§ Assigned task
In the records that follow, locate every line with "Girasol" and extract it.

[Opening Source data section]

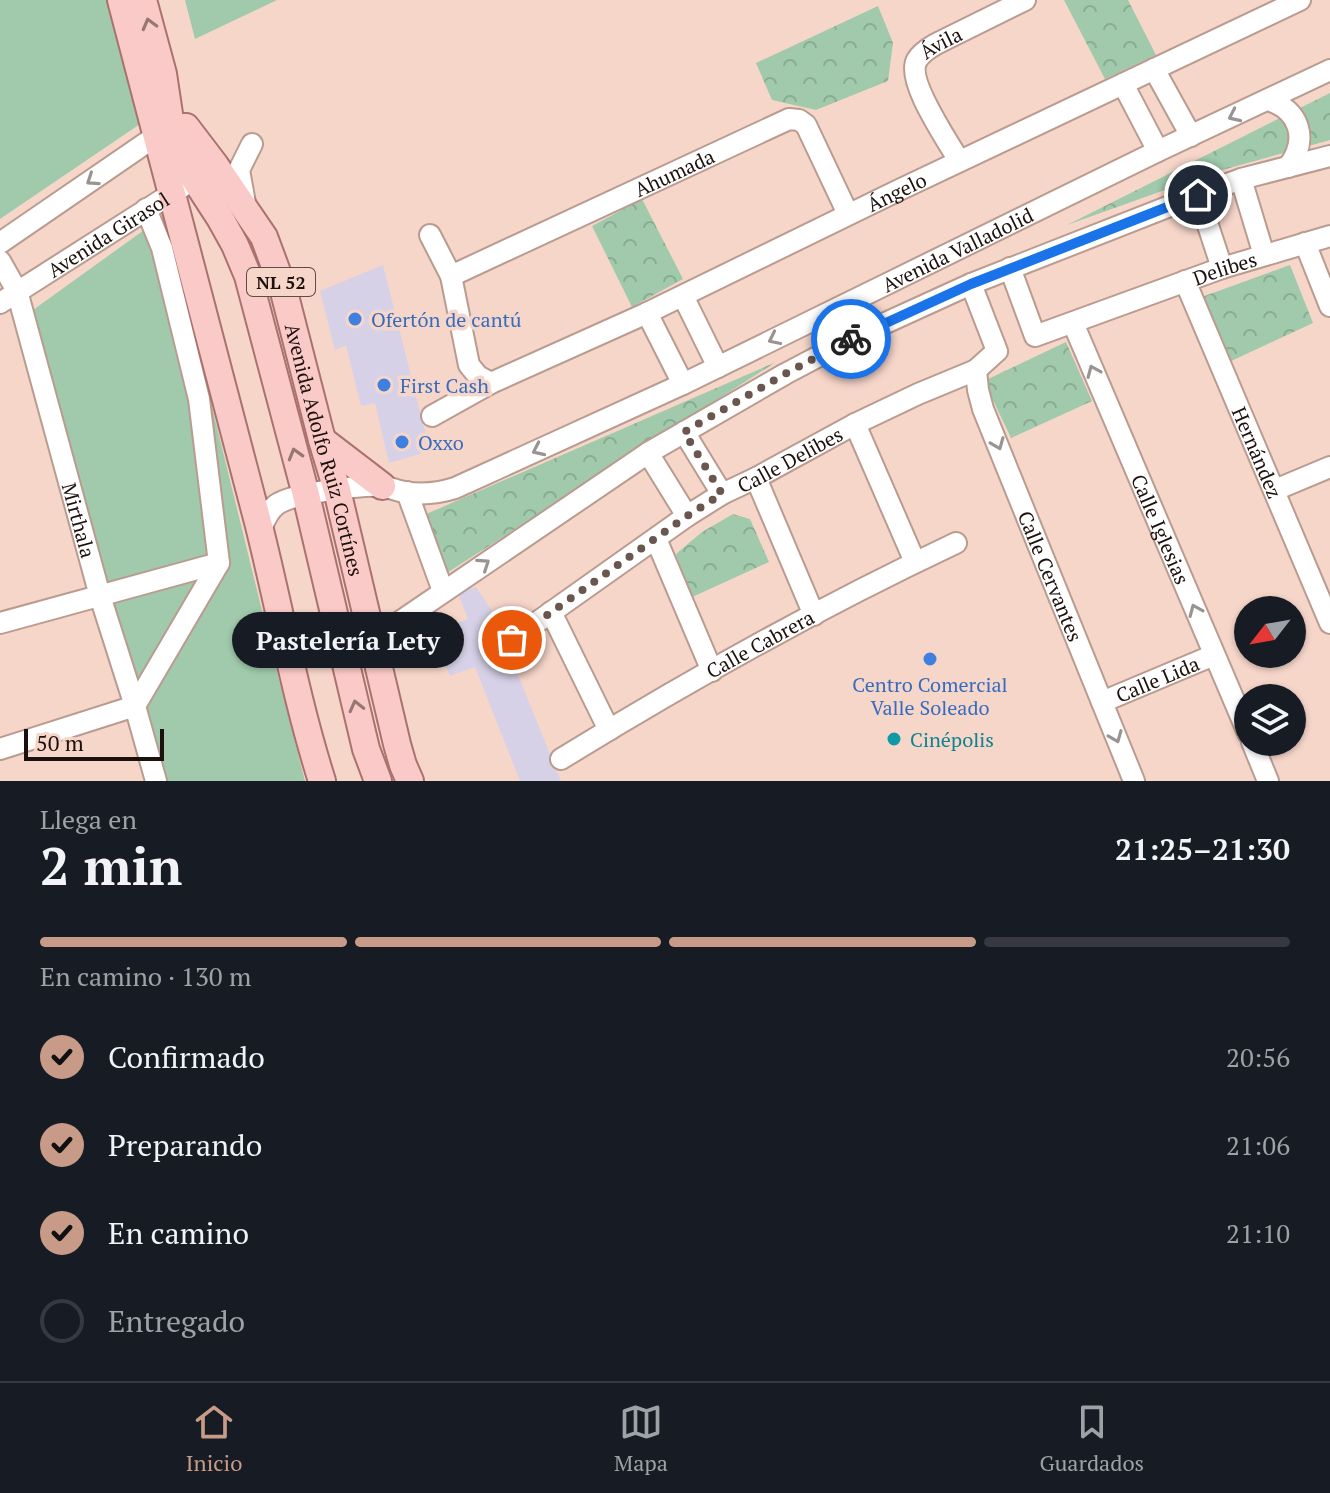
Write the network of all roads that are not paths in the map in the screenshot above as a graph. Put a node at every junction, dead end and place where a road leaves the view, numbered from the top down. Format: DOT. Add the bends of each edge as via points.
graph roads {
  1 [pos="121,0"];
  2 [pos="143,0"];
  3 [pos="1025,0"];
  4 [pos="1300,0"];
  5 [pos="1154,69"];
  6 [pos="1330,70"];
  7 [pos="1123,84"];
  8 [pos="1268,100"];
  9 [pos="171,134"];
  10 [pos="1191,136"];
  11 [pos="252,144"];
  12 [pos="1158,151"];
  13 [pos="1330,156"];
  14 [pos="959,161"];
  15 [pos="1288,167"];
  16 [pos="1241,179"];
  17 [pos="191,181"];
  18 [pos="1198,195"];
  19 [pos="146,209"];
  20 [pos="848,214"];
  21 [pos="253,222"];
  22 [pos="430,235"];
  23 [pos="1330,236"];
  24 [pos="0,243"];
  25 [pos="1305,243"];
  26 [pos="1264,255"];
  27 [pos="0,261"];
  28 [pos="1010,268"];
  29 [pos="1222,268"];
  30 [pos="451,276"];
  31 [pos="1185,281"];
  32 [pos="971,284"];
  33 [pos="683,296"];
  34 [pos="8,297"];
  35 [pos="1330,306"];
  36 [pos="647,313"];
  37 [pos="1073,323"];
  38 [pos="718,367"];
  39 [pos="976,370"];
  40 [pos="491,383"];
  41 [pos="683,384"];
  42 [pos="432,416"];
  43 [pos="855,424"];
  44 [pos="684,432"];
  45 [pos="322,440"];
  46 [pos="648,453"];
  47 [pos="1330,467"];
  48 [pos="756,478"];
  49 [pos="394,489"];
  50 [pos="337,490"];
  51 [pos="1275,490"];
  52 [pos="722,494"];
  53 [pos="306,495"];
  54 [pos="687,516"];
  55 [pos="264,521"];
  56 [pos="656,539"];
  57 [pos="956,543"];
  58 [pos="915,562"];
  59 [pos="219,563"];
  60 [pos="443,591"];
  61 [pos="1325,595"];
  62 [pos="100,596"];
  63 [pos="551,612"];
  64 [pos="814,615"];
  65 [pos="0,623"];
  66 [pos="1330,623"];
  67 [pos="373,640"];
  68 [pos="512,640"];
  69 [pos="1214,655"];
  70 [pos="712,671"];
  71 [pos="1234,701"];
  72 [pos="1102,702"];
  73 [pos="135,706"];
  74 [pos="609,730"];
  75 [pos="0,749"];
  76 [pos="1258,756"];
  77 [pos="561,759"];
  78 [pos="156,781"];
  79 [pos="322,781"];
  80 [pos="331,781"];
  81 [pos="341,781"];
  82 [pos="378,781"];
  83 [pos="410,781"];
  84 [pos="1134,781"];
  85 [pos="1268,781"];
  1 -- 9 [label="main road, Avenida Adolfo Ruiz Cortínes / NL 52" via="148,102"];
  9 -- 2 [label="main road, one-way" via="171,96"];
  3 -- 14 [label="street, Ávila" via="936,44 916,61 918,88"];
  4 -- 5 [label="street, Ángelo"];
  5 -- 7 [label="street, Ángelo"];
  5 -- 10 [label="street"];
  6 -- 8 [label="street, Avenida Valladolid"];
  7 -- 12 [label="street"];
  7 -- 14 [label="street, Ángelo"];
  8 -- 10 [label="street, Avenida Valladolid, one-way"];
  8 -- 15 [label="street" via="1287,109 1298,127 1299,148"];
  9 -- 17 [label="main road, Avenida Adolfo Ruiz Cortínes / NL 52"];
  9 -- 17 [label="main road, Avenida Adolfo Ruiz Cortínes / NL 52"];
  9 -- 24 [label="street, one-way"];
  10 -- 12 [label="street, Avenida Valladolid"];
  11 -- 21 [label="street" via="239,170"];
  12 -- 38 [label="street, Avenida Valladolid, one-way"];
  13 -- 15 [label="street, Avenida Valladolid"];
  14 -- 20 [label="street, Ángelo"];
  15 -- 16 [label="street, Avenida Valladolid"];
  16 -- 18 [label="street, Avenida Valladolid"];
  16 -- 26 [label="street"];
  17 -- 19 [label="street, Avenida Girasol"];
  17 -- 21 [label="main road, Avenida Adolfo Ruiz Cortínes / NL 52"];
  53 -- 17 [label="main road, one-way" via="248,276 220,218"];
  17 -- 55 [label="main road, Avenida Adolfo Ruiz Cortínes / NL 52"];
  18 -- 28 [label="street, Avenida Valladolid"];
  18 -- 29 [label="street"];
  19 -- 34 [label="street, Avenida Girasol"];
  19 -- 59 [label="street" via="162,248 199,399"];
  20 -- 30 [label="street, Ahumada" via="806,125 789,119"];
  20 -- 33 [label="street, Ángelo"];
  21 -- 45 [label="main road, Avenida Adolfo Ruiz Cortínes / NL 52" via="283,288"];
  22 -- 30 [label="street"];
  23 -- 25 [label="street, Delibes"];
  25 -- 26 [label="street, Delibes"];
  25 -- 35 [label="street"];
  26 -- 29 [label="street, Delibes"];
  27 -- 34 [label="street, Mirthala"];
  28 -- 32 [label="street, Avenida Valladolid"];
  28 -- 37 [label="street" via="1035,336"];
  29 -- 31 [label="street, Delibes"];
  30 -- 40 [label="street" via="469,365"];
  31 -- 37 [label="street, Delibes"];
  31 -- 51 [label="street, Hernández"];
  32 -- 39 [label="street, Calle Delibes" via="997,351"];
  32 -- 44 [label="street, Avenida Valladolid" via="829,350"];
  33 -- 36 [label="street, Ángelo"];
  33 -- 38 [label="street"];
  34 -- 62 [label="street, Mirthala"];
  36 -- 40 [label="street, Ángelo"];
  36 -- 41 [label="street"];
  69 -- 37 [label="street, Calle Iglesias, one-way"];
  38 -- 41 [label="street, Avenida Valladolid"];
  39 -- 43 [label="street, Calle Delibes"];
  39 -- 72 [label="street, Calle Cervantes, one-way" via="983,409"];
  40 -- 42 [label="street, Ángelo"];
  41 -- 49 [label="street, Avenida Valladolid, one-way" via="455,488"];
  43 -- 48 [label="street, Calle Delibes"];
  43 -- 58 [label="street"];
  44 -- 46 [label="street, Avenida Valladolid"];
  44 -- 52 [label="street"];
  45 -- 49 [label="main road"];
  45 -- 50 [label="main road, Avenida Adolfo Ruiz Cortínes / NL 52"];
  46 -- 54 [label="street"];
  60 -- 46 [label="street, Avenida Valladolid, one-way"];
  47 -- 51 [label="street"];
  48 -- 52 [label="street, Calle Delibes"];
  48 -- 64 [label="street"];
  49 -- 50 [label="street, Avenida Valladolid"];
  49 -- 60 [label="street"];
  50 -- 53 [label="street, Avenida Valladolid"];
  50 -- 67 [label="main road, Avenida Adolfo Ruiz Cortínes / NL 52"];
  51 -- 61 [label="street, Hernández"];
  52 -- 54 [label="street, Calle Delibes"];
  53 -- 55 [label="street, Avenida Valladolid" via="280,502"];
  82 -- 53 [label="main road, one-way"];
  54 -- 56 [label="street, Calle Delibes"];
  55 -- 79 [label="main road, Avenida Adolfo Ruiz Cortínes / NL 52" via="304,723"];
  55 -- 80 [label="main road"];
  55 -- 81 [label="main road"];
  56 -- 63 [label="street, Calle Delibes"];
  56 -- 70 [label="street"];
  57 -- 58 [label="street, Calle Cabrera"];
  58 -- 64 [label="street, Calle Cabrera"];
  59 -- 62 [label="street"];
  59 -- 73 [label="street"];
  60 -- 67 [label="street, Avenida Valladolid"];
  61 -- 66 [label="street, Hernández"];
  62 -- 65 [label="street"];
  62 -- 73 [label="street, Mirthala"];
  63 -- 68 [label="street, Calle Delibes"];
  63 -- 74 [label="street"];
  64 -- 70 [label="street, Calle Cabrera"];
  67 -- 83 [label="main road, Avenida Adolfo Ruiz Cortínes / NL 52"];
  69 -- 71 [label="street, Calle Iglesias"];
  69 -- 72 [label="street, Calle Lida"];
  70 -- 74 [label="street, Calle Cabrera"];
  72 -- 84 [label="street, Calle Cervantes, one-way"];
  73 -- 75 [label="street"];
  73 -- 78 [label="street, Mirthala"];
  74 -- 77 [label="street, Calle Cabrera"];
  76 -- 85 [label="street"];
}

[Closing Source data section]

§ Solution to the problem
  17 -- 19 [label="street, Avenida Girasol"];
  19 -- 34 [label="street, Avenida Girasol"];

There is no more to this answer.